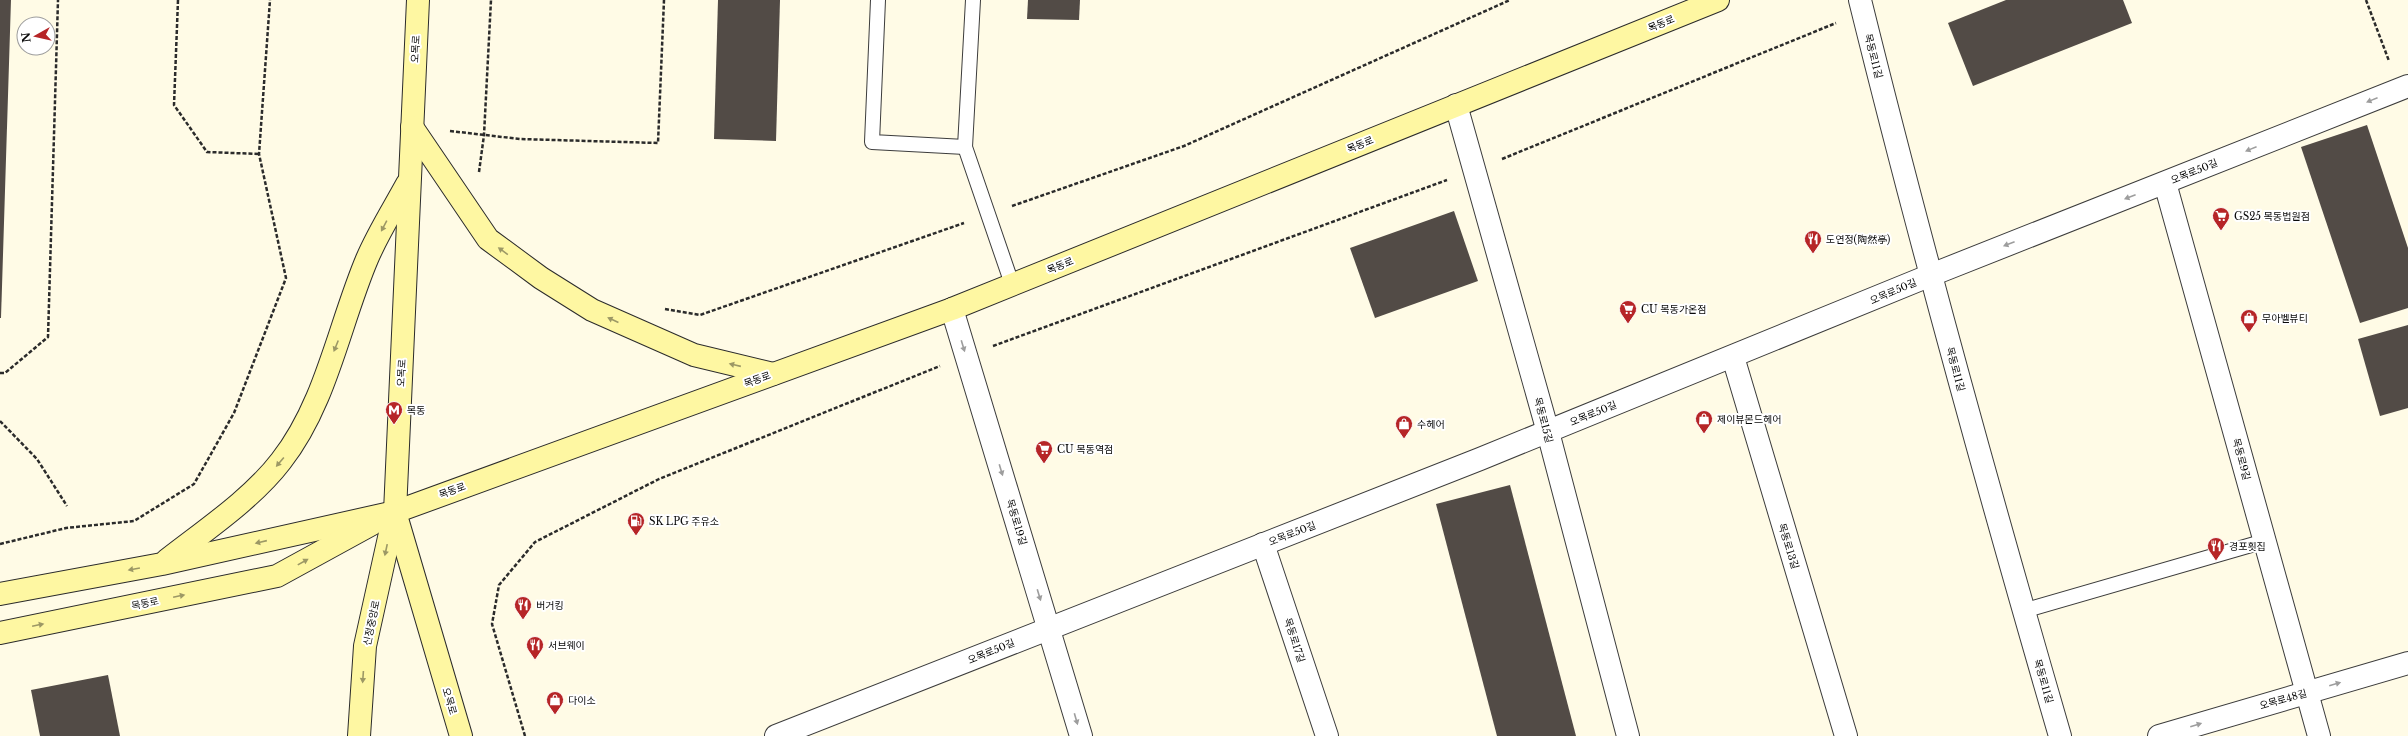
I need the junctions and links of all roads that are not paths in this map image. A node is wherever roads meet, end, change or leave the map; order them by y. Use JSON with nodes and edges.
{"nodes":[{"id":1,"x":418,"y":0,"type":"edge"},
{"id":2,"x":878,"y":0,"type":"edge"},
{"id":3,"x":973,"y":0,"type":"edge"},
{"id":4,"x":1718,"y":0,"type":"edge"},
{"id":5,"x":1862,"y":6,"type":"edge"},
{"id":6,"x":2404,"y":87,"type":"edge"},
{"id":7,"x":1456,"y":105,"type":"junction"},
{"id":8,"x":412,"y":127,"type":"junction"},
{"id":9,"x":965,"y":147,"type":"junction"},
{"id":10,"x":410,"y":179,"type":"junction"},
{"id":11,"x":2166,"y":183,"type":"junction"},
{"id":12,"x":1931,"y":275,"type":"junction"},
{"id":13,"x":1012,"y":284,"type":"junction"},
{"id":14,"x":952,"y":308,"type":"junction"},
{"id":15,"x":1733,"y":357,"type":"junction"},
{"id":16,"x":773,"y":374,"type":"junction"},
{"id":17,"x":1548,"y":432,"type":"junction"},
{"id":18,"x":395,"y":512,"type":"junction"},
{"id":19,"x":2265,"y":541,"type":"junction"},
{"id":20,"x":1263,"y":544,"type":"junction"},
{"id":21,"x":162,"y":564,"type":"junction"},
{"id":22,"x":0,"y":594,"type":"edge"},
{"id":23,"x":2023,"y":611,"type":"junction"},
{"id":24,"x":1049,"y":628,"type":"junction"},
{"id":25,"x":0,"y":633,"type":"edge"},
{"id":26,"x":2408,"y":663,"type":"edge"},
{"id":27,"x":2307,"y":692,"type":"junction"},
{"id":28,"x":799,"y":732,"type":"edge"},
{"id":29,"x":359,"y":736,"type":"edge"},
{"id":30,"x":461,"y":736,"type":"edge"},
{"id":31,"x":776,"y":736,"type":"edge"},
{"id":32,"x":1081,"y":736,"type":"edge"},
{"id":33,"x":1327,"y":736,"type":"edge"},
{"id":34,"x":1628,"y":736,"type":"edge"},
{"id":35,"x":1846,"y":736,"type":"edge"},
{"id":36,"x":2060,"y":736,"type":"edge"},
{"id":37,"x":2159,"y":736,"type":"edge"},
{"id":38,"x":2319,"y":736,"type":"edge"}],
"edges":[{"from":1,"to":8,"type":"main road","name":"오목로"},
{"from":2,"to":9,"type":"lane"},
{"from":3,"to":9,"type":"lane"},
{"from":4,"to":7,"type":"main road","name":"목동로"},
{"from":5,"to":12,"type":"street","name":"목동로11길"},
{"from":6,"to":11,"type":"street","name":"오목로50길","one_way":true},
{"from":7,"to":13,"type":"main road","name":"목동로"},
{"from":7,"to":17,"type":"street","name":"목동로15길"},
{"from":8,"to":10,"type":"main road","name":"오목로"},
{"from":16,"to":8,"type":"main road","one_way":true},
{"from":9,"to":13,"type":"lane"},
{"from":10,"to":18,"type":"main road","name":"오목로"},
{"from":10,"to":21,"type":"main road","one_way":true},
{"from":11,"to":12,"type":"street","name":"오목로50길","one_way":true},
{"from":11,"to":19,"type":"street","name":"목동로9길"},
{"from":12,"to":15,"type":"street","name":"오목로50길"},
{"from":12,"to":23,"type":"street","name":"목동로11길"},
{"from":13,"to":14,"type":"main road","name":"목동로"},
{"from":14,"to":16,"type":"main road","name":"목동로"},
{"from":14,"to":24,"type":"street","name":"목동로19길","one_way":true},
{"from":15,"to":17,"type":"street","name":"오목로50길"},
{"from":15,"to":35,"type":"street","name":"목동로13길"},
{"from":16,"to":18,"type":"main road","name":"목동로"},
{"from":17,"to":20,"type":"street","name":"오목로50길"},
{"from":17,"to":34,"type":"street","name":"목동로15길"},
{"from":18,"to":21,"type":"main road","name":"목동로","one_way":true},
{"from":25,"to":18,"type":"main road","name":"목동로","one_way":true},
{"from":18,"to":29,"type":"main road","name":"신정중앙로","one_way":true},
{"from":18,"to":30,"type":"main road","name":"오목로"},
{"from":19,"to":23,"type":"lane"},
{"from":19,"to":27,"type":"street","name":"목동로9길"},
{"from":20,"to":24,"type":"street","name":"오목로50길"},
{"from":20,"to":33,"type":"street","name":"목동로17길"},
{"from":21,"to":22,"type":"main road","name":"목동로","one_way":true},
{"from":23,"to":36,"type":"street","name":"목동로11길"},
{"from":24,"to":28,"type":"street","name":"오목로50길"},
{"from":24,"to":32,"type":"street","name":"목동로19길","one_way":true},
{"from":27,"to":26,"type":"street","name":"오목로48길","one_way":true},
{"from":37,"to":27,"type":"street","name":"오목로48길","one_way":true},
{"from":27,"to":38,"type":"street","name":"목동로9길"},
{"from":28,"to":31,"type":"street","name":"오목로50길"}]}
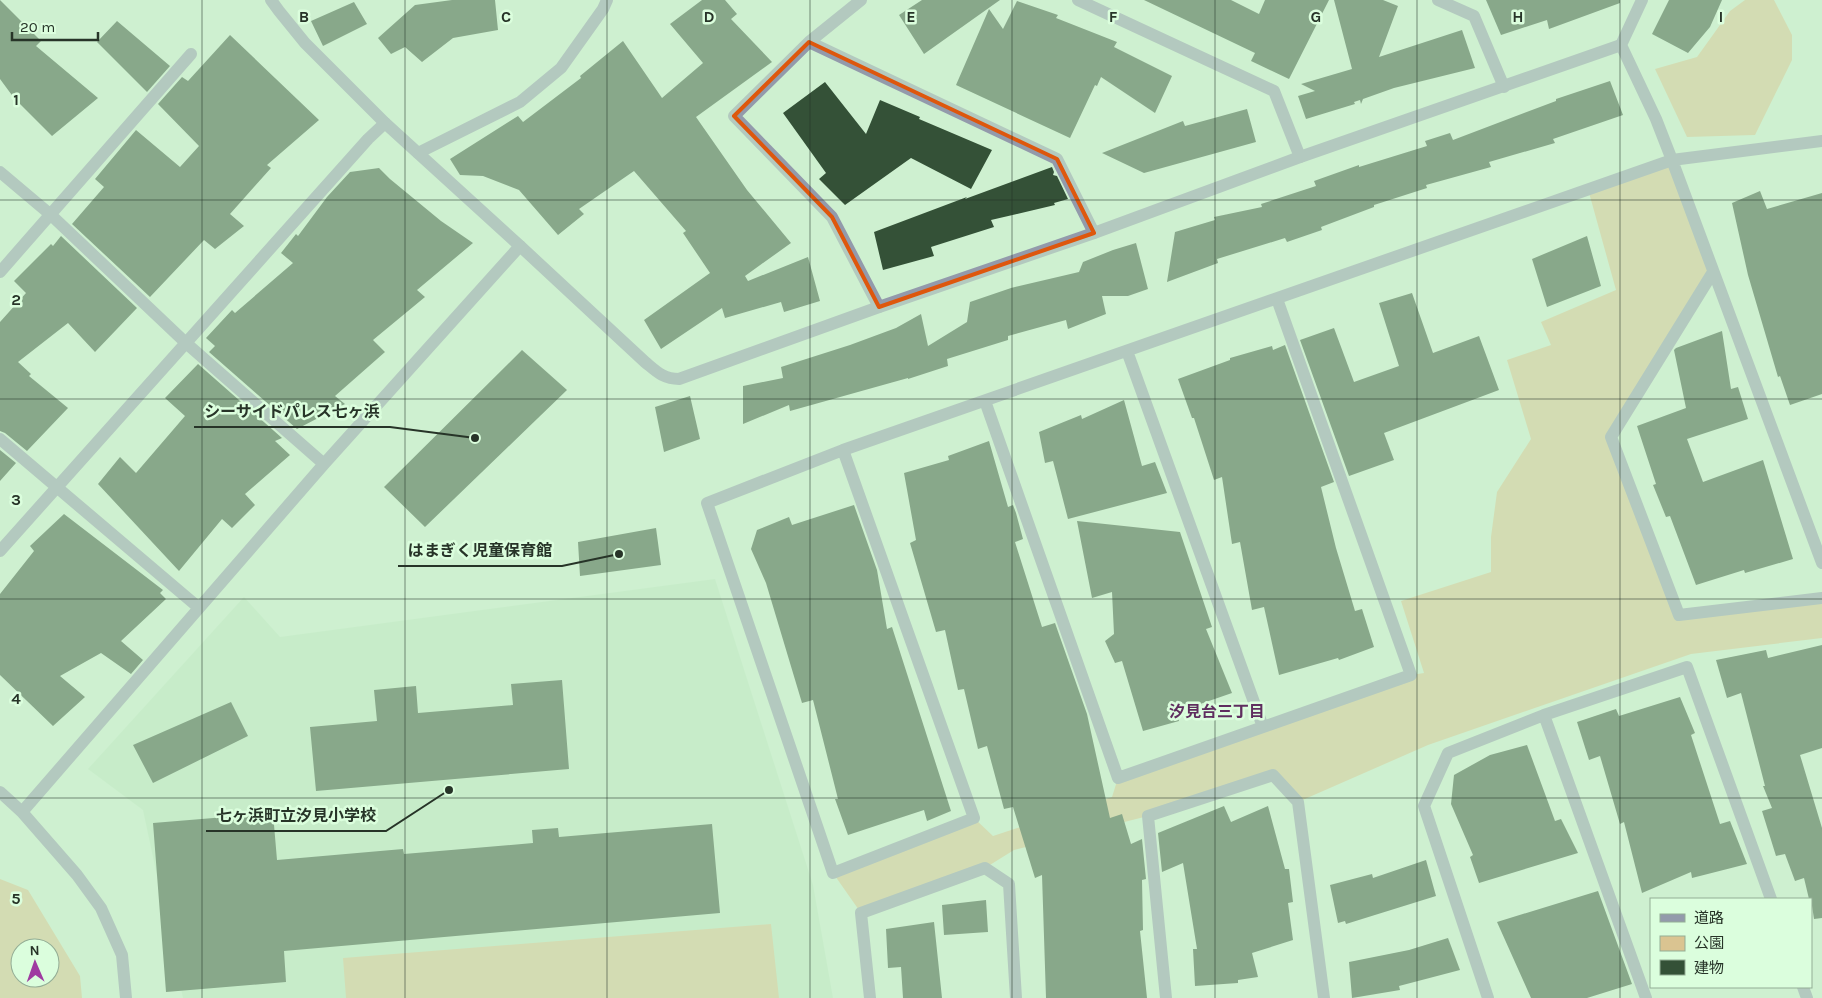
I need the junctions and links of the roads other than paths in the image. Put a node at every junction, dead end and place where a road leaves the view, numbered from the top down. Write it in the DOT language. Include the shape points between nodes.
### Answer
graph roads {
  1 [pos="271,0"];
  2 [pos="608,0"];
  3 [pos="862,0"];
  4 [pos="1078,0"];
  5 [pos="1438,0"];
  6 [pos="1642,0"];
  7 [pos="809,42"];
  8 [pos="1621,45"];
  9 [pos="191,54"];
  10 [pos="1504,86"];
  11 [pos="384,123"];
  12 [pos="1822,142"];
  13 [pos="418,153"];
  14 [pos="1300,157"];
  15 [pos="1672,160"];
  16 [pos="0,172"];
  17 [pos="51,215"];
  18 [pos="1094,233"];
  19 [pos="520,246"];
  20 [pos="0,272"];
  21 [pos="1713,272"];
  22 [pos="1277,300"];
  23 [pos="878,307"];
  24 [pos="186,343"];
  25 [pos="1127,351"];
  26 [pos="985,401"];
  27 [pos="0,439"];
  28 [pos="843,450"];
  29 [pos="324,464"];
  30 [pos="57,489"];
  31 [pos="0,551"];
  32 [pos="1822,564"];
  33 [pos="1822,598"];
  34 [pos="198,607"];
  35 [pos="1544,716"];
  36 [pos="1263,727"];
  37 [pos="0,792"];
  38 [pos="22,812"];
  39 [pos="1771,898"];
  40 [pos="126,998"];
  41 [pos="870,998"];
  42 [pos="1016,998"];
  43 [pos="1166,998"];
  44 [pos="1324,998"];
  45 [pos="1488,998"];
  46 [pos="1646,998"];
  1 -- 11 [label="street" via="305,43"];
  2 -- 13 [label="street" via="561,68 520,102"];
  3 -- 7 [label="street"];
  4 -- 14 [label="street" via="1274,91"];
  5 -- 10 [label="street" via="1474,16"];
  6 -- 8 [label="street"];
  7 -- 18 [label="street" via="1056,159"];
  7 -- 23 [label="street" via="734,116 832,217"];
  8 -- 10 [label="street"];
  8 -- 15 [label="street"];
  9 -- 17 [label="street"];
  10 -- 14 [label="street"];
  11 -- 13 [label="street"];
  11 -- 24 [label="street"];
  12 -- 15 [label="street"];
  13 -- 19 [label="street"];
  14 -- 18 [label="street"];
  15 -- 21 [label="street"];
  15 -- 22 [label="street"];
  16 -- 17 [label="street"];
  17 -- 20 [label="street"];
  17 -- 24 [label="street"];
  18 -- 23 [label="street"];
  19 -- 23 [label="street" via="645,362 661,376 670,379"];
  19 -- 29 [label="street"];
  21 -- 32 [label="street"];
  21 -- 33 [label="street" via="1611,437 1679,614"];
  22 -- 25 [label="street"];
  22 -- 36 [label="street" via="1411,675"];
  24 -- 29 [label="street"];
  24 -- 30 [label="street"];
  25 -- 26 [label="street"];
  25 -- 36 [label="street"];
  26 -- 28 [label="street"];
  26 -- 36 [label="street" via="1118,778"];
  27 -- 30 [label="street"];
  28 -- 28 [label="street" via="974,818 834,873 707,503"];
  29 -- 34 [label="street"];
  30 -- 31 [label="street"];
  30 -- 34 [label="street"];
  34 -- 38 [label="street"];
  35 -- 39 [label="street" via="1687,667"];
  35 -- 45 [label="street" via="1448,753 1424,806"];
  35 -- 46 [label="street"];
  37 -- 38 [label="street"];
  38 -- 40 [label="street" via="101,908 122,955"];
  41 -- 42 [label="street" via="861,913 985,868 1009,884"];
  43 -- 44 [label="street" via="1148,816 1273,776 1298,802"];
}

# [WORK INSTRUCTIONS]
Apply a filter for "edges" to the entries and show each line that passes.

# [ANSWER SPACE]
I need the junctions and links of all roads that are not paths in this map image. A node is wherever roads meet, end, change or leave the map; order them by y. Use JSON with nodes and edges.
"edges":[{"from":1,"to":8,"type":"main road","name":"오목로"},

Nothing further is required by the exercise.